When O’Kelly’s brother is interned after the Easter Rising, he resumes the editorship of the Leinster Leader until his brother’s release at Christmas 1916. He also contributes topical articles to the Sunday Independent. His literary reputation continues to increase with a short story collection, Waysiders (1917), and his best-regarded full-length novel, The Lady of Deerpark (1917), a melancholy story about the last heiress of a declining Catholic gentry family. Another novel, Wet Clay (1922), is published posthumously and is the story of the tense relationship between a “returned Yank” and his small-farmer cousins, which shows deeply unresolved ambivalence about the nature and prospects of Irish rural society after the Land War.

When Griffith and many other Sinn Féin activists are arrested and imprisoned in May 1918, O’Kelly returns to Dublin to edit the Sinn Féin paper Nationality. During the days after the Armistice of November 11, 1918, a crowd of soldiers and women whose husbands are serving in the British Army attack the paper’s premises, which are also the headquarters of Sinn Féin. As a result of these attacks O’Kelly suffers a cerebral haemorrhage which leads to his death on November 14, 1918.

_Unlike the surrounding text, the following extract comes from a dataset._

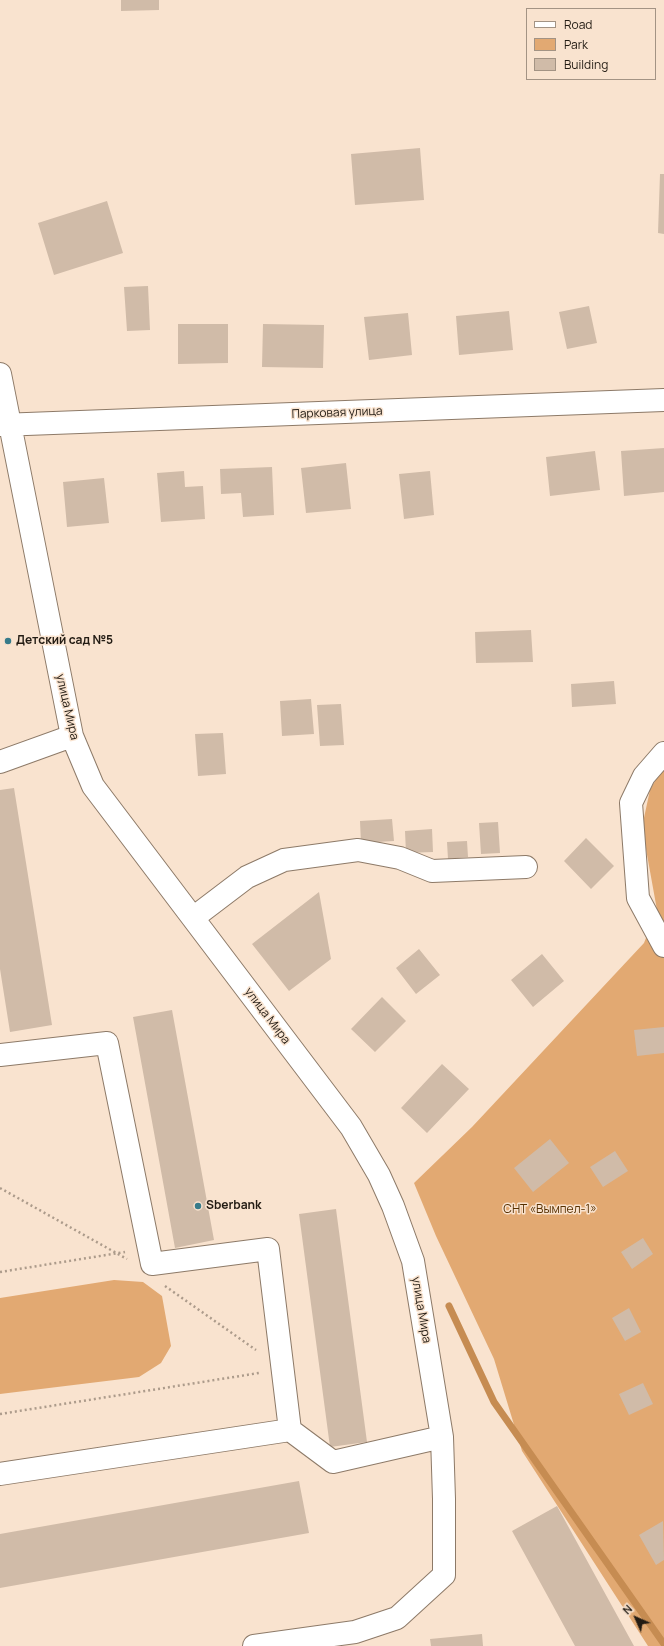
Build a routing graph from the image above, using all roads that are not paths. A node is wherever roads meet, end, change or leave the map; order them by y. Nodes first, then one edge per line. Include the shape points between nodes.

O’Kelly’s funeral turns into a major political demonstration and his status as a nationalist martyr leads to the posthumous publication of many of his works. These include the novella, The Weaver’s Grave (1920), generally regarded as his masterpiece. It has been reprinted regularly and translated into several languages. A 1961 Radio Éireann adaptation by Micheal Ó hAodha wins the Prix Italia. The twenty-fifth and fiftieth anniversaries of his death see various commemorations in his honour and a short-lived Seumas O’Kelly Society is founded in 1968. O’Kelly never marries but is said to have cherished a hopeless passion for the actress and nationalist activist, Máire Níc Shiubhlaigh, for whom he writes the play The Shuiler’s Child (1909).